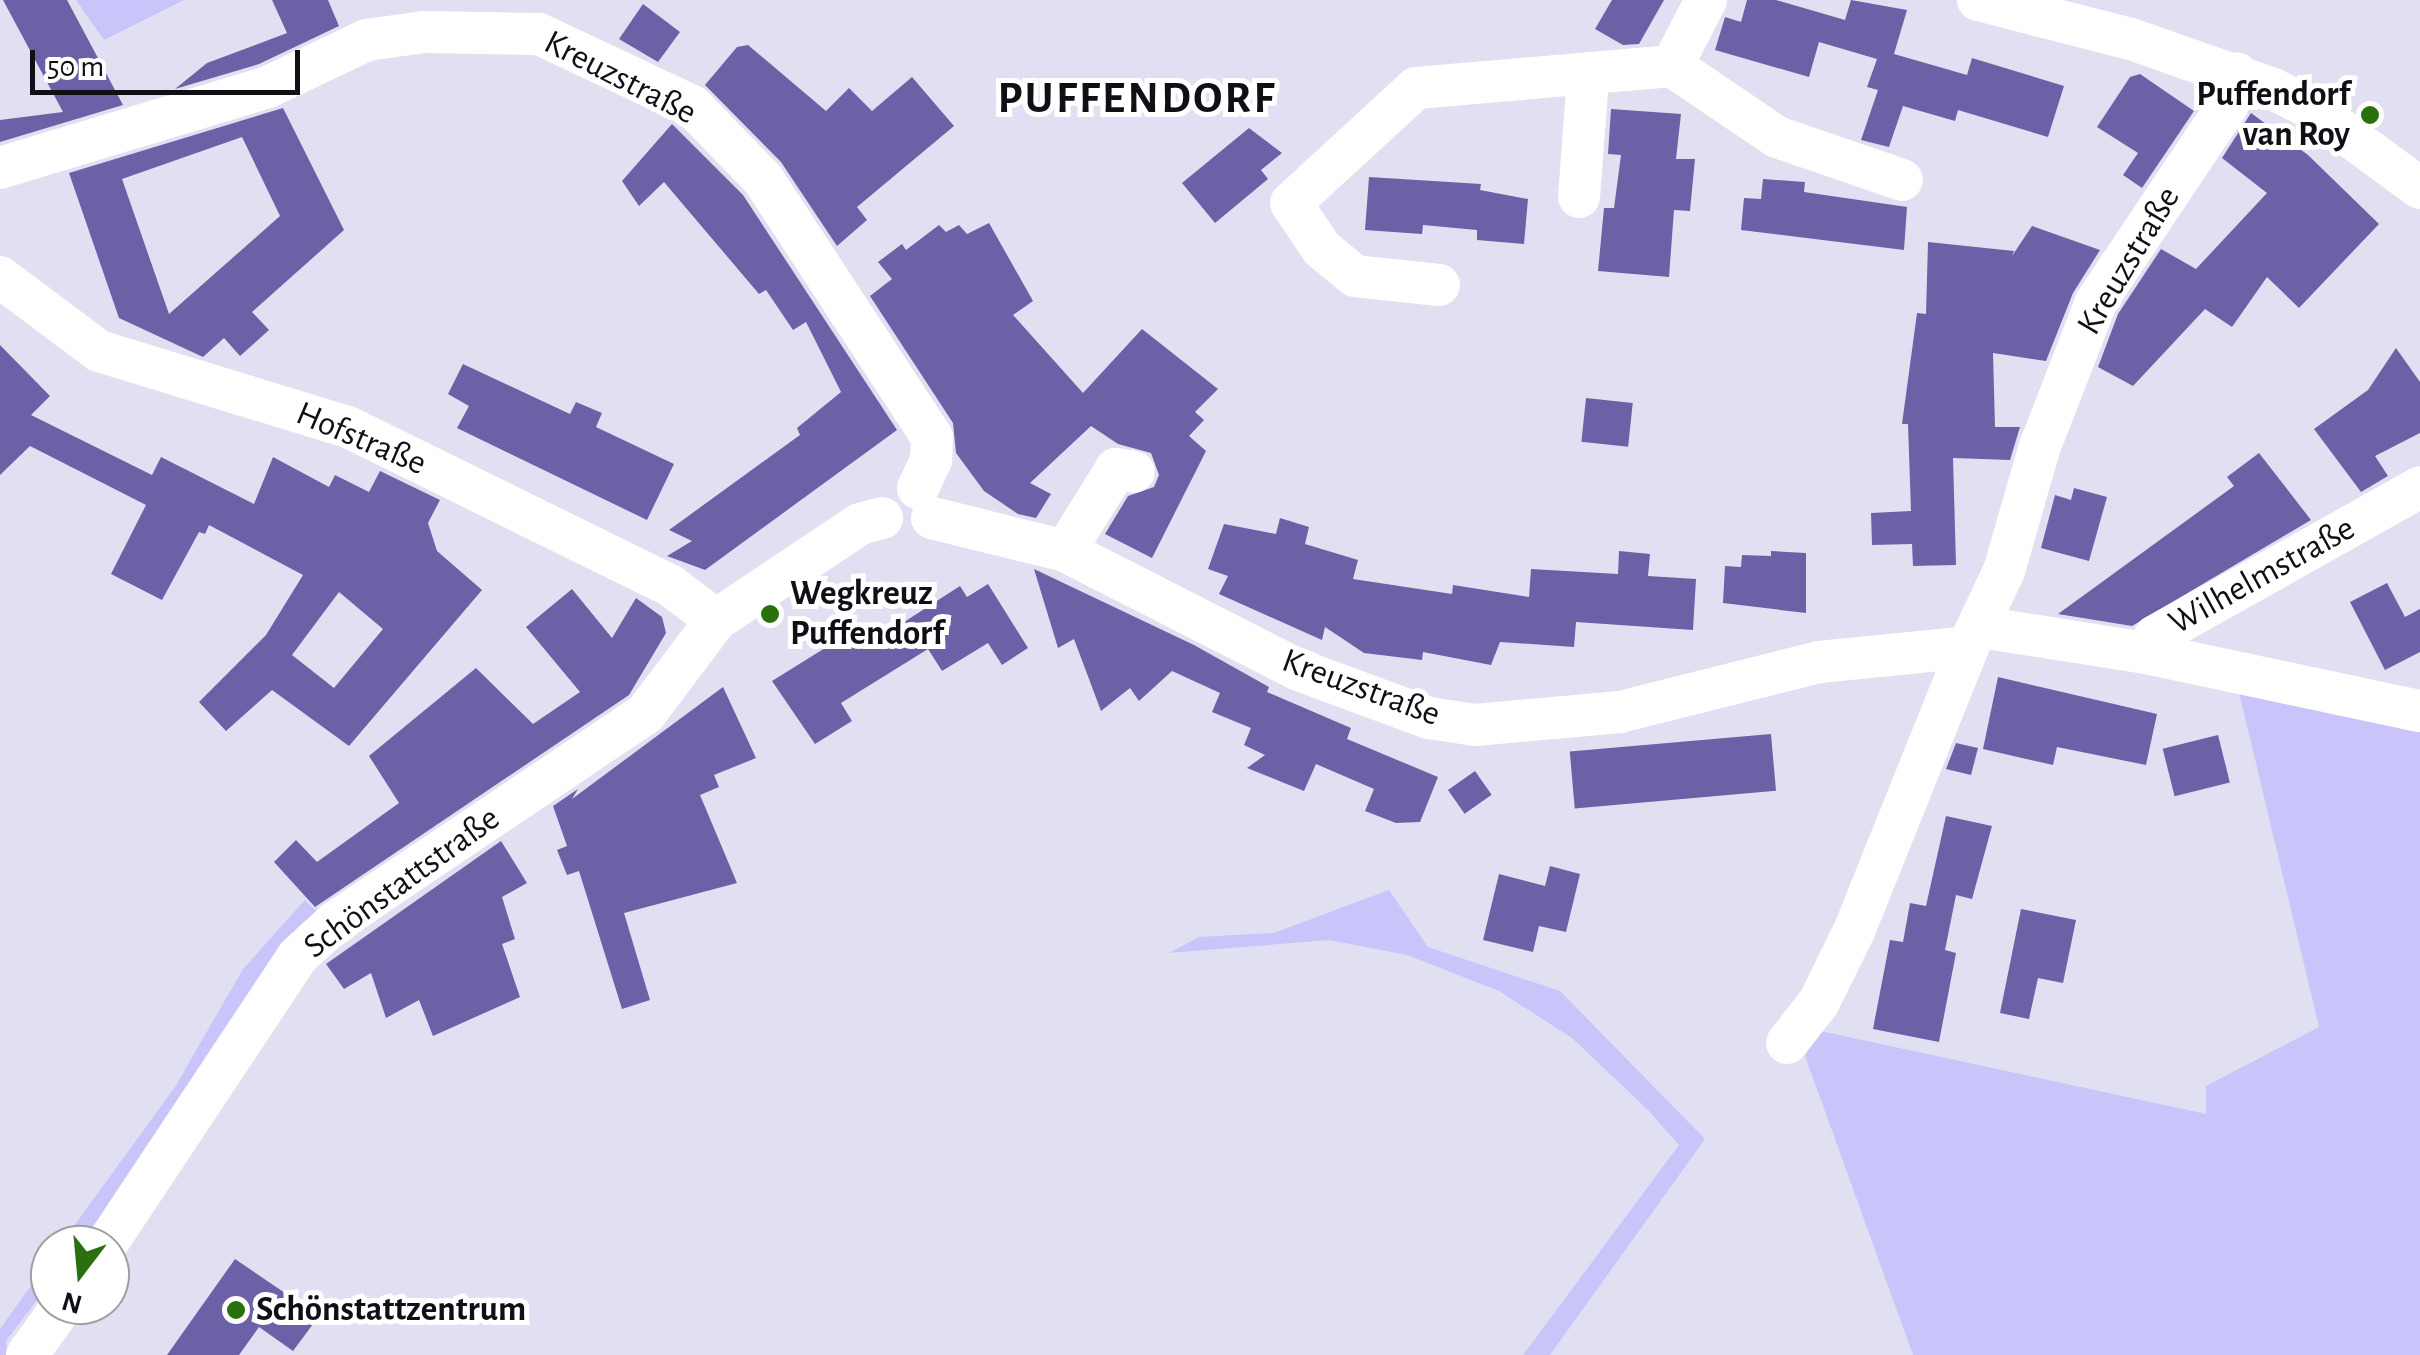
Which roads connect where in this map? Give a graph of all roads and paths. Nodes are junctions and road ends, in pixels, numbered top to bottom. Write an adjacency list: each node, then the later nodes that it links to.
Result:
1 (1706, 0): 4 (street)
2 (1978, 0): 5 (street)
3 (515, 16): 7 (street, Kreuzstraße); 15 (street, Kreuzstraße)
4 (1672, 66): 6 (street); 8 (street)
5 (2237, 74): 9 (street); 18 (street, Kreuzstraße)
6 (1588, 78): 10 (street); 12 (street)
7 (0, 168)
8 (1902, 180)
9 (2420, 188)
10 (1579, 197)
11 (0, 277): 17 (street, Hofstraße)
12 (1439, 284)
13 (1134, 472): 16 (street)
14 (2420, 487): 19 (street, Wilhelmstraße)
15 (925, 503): 16 (street, Kreuzstraße); 17 (street, Schönstattstraße)
16 (1064, 550): 18 (street, Kreuzstraße)
17 (716, 620): 22 (street, Schönstattstraße)
18 (1974, 637): 19 (street, Kreuzstraße); 21 (street)
19 (2146, 653): 20 (street, Wilhelmstraße)
20 (2420, 712)
21 (1787, 1043)
22 (119, 1225)
23 (49, 1325): 24 (street)
24 (27, 1355)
#####
— Task statement —
Every line above is to be repeated exactly, but no picture is to appear in the copy.

— Expected answer —
Which roads connect where in this map? Give a graph of all roads and paths. Nodes are junctions and road ends, in pixels, numbered top to bottom. Write an adjacency list: each node, then the later nodes that it links to.
Result:
1 (1706, 0): 4 (street)
2 (1978, 0): 5 (street)
3 (515, 16): 7 (street, Kreuzstraße); 15 (street, Kreuzstraße)
4 (1672, 66): 6 (street); 8 (street)
5 (2237, 74): 9 (street); 18 (street, Kreuzstraße)
6 (1588, 78): 10 (street); 12 (street)
7 (0, 168)
8 (1902, 180)
9 (2420, 188)
10 (1579, 197)
11 (0, 277): 17 (street, Hofstraße)
12 (1439, 284)
13 (1134, 472): 16 (street)
14 (2420, 487): 19 (street, Wilhelmstraße)
15 (925, 503): 16 (street, Kreuzstraße); 17 (street, Schönstattstraße)
16 (1064, 550): 18 (street, Kreuzstraße)
17 (716, 620): 22 (street, Schönstattstraße)
18 (1974, 637): 19 (street, Kreuzstraße); 21 (street)
19 (2146, 653): 20 (street, Wilhelmstraße)
20 (2420, 712)
21 (1787, 1043)
22 (119, 1225)
23 (49, 1325): 24 (street)
24 (27, 1355)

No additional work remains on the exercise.